_TRY IT_. Scan the lines below for the string "ولیعصر" and copy every one that has it.

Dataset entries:

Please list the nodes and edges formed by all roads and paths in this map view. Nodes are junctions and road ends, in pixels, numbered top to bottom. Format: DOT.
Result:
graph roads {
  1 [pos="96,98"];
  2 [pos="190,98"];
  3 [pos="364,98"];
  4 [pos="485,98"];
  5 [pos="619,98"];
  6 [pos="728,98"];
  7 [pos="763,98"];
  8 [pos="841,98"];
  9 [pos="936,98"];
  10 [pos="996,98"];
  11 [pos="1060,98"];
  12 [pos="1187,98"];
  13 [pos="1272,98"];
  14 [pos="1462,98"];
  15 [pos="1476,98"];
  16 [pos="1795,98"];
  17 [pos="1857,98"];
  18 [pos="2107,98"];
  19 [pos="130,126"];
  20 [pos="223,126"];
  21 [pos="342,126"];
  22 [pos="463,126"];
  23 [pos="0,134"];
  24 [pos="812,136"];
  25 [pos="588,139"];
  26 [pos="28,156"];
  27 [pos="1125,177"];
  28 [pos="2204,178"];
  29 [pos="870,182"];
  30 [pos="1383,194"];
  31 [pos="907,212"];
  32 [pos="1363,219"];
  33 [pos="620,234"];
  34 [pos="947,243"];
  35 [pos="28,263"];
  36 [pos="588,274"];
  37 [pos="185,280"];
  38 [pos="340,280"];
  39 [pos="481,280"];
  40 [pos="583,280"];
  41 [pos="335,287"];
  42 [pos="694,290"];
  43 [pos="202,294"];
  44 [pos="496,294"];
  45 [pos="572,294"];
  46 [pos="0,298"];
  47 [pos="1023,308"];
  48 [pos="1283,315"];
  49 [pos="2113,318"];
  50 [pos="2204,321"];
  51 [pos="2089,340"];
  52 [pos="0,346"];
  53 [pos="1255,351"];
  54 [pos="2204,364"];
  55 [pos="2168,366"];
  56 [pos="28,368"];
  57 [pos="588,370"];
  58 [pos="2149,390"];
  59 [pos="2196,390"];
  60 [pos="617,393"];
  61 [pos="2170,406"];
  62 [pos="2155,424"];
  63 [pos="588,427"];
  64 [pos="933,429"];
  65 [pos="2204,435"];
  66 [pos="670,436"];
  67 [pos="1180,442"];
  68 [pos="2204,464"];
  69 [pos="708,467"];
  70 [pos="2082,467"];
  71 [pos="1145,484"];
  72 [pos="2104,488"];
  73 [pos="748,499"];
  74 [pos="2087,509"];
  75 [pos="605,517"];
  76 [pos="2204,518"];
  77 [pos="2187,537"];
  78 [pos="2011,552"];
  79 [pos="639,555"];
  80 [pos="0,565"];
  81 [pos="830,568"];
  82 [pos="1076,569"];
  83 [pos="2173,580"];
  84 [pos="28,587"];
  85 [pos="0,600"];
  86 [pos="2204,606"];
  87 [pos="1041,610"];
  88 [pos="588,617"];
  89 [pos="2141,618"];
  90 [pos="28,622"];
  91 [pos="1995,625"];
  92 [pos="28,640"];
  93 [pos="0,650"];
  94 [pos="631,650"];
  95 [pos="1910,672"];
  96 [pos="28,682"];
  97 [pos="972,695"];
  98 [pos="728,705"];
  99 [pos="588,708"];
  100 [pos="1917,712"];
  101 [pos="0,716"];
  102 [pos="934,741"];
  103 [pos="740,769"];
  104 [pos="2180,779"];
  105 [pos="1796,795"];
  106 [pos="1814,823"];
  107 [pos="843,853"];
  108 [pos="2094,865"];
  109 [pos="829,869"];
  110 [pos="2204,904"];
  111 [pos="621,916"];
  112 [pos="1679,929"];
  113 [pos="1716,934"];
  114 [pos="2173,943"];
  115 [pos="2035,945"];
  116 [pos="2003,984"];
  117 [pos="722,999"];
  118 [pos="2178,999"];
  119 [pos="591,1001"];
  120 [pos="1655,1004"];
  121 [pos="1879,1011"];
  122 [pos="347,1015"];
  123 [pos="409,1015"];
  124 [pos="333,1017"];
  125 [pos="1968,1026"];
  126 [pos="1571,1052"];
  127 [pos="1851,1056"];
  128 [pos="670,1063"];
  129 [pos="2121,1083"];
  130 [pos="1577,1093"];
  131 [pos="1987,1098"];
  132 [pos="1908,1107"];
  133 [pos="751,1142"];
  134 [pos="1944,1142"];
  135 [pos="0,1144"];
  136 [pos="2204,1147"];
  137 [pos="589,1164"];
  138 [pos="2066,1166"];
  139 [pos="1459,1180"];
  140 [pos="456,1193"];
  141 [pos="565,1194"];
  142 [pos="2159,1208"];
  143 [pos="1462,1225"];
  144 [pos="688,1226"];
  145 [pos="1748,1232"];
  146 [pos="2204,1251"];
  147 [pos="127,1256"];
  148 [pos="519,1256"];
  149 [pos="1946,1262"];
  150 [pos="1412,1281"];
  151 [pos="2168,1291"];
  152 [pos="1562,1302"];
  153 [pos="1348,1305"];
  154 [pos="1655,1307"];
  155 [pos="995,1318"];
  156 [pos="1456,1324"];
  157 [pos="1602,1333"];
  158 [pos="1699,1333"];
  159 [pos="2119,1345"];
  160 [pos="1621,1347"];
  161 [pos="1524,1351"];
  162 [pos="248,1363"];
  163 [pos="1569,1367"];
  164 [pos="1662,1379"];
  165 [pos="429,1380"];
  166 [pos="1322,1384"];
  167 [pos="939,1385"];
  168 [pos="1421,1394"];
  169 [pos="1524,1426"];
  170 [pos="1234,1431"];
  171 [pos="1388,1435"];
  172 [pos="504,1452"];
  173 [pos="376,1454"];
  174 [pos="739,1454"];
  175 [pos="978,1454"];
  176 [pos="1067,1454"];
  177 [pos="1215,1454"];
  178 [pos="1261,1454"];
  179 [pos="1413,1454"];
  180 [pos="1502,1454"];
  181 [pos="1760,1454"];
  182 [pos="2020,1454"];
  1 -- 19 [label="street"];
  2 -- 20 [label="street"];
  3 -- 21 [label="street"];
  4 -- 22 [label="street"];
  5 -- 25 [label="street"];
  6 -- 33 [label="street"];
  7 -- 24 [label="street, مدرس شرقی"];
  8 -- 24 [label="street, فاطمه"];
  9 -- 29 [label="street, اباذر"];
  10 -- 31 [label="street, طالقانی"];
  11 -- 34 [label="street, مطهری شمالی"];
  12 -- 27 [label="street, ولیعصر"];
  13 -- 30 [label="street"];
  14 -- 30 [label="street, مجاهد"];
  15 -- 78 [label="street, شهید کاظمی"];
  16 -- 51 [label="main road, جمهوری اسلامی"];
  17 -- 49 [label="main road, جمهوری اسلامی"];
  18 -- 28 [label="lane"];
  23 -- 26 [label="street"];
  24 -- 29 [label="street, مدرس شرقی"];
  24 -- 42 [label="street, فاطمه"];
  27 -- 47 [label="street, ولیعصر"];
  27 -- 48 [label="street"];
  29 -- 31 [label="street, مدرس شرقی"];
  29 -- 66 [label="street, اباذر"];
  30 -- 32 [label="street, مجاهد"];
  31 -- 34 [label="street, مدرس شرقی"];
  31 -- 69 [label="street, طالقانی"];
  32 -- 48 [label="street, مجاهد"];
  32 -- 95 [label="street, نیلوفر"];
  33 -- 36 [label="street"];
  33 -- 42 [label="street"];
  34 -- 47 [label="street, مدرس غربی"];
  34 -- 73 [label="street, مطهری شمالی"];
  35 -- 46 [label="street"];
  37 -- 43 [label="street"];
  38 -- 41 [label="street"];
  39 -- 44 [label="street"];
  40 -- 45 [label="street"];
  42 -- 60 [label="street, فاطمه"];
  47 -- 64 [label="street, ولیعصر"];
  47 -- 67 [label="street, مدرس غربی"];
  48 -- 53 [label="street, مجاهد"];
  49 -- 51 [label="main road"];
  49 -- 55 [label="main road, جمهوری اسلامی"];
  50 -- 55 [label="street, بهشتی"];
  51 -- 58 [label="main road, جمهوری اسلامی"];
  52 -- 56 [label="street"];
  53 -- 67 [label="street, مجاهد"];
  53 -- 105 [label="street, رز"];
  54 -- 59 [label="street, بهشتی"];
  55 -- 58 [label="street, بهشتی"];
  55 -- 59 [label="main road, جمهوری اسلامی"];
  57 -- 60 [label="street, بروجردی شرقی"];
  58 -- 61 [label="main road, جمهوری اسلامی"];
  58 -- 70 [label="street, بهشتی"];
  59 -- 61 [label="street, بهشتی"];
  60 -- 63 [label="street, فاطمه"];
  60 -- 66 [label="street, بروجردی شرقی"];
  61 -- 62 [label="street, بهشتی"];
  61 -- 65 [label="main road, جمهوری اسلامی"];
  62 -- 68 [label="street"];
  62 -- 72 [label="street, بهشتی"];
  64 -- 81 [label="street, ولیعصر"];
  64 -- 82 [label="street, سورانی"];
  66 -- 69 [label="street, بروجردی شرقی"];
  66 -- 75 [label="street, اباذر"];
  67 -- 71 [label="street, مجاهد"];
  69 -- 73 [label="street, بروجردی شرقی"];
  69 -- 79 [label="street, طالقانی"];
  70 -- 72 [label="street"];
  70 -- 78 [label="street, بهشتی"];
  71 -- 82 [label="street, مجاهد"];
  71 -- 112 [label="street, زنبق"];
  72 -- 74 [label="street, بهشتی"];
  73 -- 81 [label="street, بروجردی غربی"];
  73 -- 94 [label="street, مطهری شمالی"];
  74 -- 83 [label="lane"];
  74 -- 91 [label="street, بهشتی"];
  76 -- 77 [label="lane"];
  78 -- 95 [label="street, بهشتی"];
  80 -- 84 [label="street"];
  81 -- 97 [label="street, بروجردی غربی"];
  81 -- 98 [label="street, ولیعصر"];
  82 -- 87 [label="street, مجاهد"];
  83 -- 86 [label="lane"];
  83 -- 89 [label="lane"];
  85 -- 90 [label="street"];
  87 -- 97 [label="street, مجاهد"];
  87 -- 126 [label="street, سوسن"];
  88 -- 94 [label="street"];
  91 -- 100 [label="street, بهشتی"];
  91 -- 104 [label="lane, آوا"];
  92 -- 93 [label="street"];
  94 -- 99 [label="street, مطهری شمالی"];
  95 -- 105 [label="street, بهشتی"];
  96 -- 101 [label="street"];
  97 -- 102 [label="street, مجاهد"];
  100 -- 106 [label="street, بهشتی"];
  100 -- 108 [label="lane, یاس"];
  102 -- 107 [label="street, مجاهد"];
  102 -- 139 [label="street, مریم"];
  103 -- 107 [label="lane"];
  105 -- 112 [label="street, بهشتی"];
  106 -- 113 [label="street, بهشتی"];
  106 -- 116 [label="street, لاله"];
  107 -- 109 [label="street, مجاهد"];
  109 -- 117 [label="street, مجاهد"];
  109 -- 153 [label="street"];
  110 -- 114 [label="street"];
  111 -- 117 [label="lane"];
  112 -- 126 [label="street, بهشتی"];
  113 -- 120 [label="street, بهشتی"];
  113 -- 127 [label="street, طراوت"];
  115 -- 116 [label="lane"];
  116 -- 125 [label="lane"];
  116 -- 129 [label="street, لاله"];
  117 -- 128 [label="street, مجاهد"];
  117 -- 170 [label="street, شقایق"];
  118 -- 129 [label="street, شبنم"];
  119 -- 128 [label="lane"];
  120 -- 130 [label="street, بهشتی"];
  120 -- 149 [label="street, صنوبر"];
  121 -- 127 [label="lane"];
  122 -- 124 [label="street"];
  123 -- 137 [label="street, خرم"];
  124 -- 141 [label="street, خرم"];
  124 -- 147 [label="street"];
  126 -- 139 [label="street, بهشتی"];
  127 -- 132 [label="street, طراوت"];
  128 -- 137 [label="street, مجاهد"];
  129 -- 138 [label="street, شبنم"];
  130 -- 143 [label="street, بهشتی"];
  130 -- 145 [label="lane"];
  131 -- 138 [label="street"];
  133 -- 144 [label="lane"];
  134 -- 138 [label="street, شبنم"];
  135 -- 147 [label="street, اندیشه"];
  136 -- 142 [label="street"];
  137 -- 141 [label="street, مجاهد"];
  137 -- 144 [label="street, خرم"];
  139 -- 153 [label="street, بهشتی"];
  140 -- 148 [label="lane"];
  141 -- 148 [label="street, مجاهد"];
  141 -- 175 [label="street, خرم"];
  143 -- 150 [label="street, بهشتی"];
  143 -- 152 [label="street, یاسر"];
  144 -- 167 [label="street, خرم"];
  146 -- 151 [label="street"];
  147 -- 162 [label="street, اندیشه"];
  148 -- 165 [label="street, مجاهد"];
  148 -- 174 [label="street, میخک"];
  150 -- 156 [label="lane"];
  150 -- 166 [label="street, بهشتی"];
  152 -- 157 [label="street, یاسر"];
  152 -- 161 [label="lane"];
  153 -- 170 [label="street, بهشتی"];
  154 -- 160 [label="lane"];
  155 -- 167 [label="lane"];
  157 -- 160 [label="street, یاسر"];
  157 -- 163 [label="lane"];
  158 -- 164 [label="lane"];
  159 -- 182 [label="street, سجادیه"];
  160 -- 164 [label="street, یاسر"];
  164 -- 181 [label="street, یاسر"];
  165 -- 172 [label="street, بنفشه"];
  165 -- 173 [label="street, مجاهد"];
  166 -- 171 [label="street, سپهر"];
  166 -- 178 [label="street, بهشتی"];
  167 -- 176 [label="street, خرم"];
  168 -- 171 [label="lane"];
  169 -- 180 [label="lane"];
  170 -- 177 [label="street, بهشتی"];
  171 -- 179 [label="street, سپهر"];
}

_THE ANSWER_.
  12 -- 27 [label="street, ولیعصر"];
  27 -- 47 [label="street, ولیعصر"];
  47 -- 64 [label="street, ولیعصر"];
  64 -- 81 [label="street, ولیعصر"];
  81 -- 98 [label="street, ولیعصر"];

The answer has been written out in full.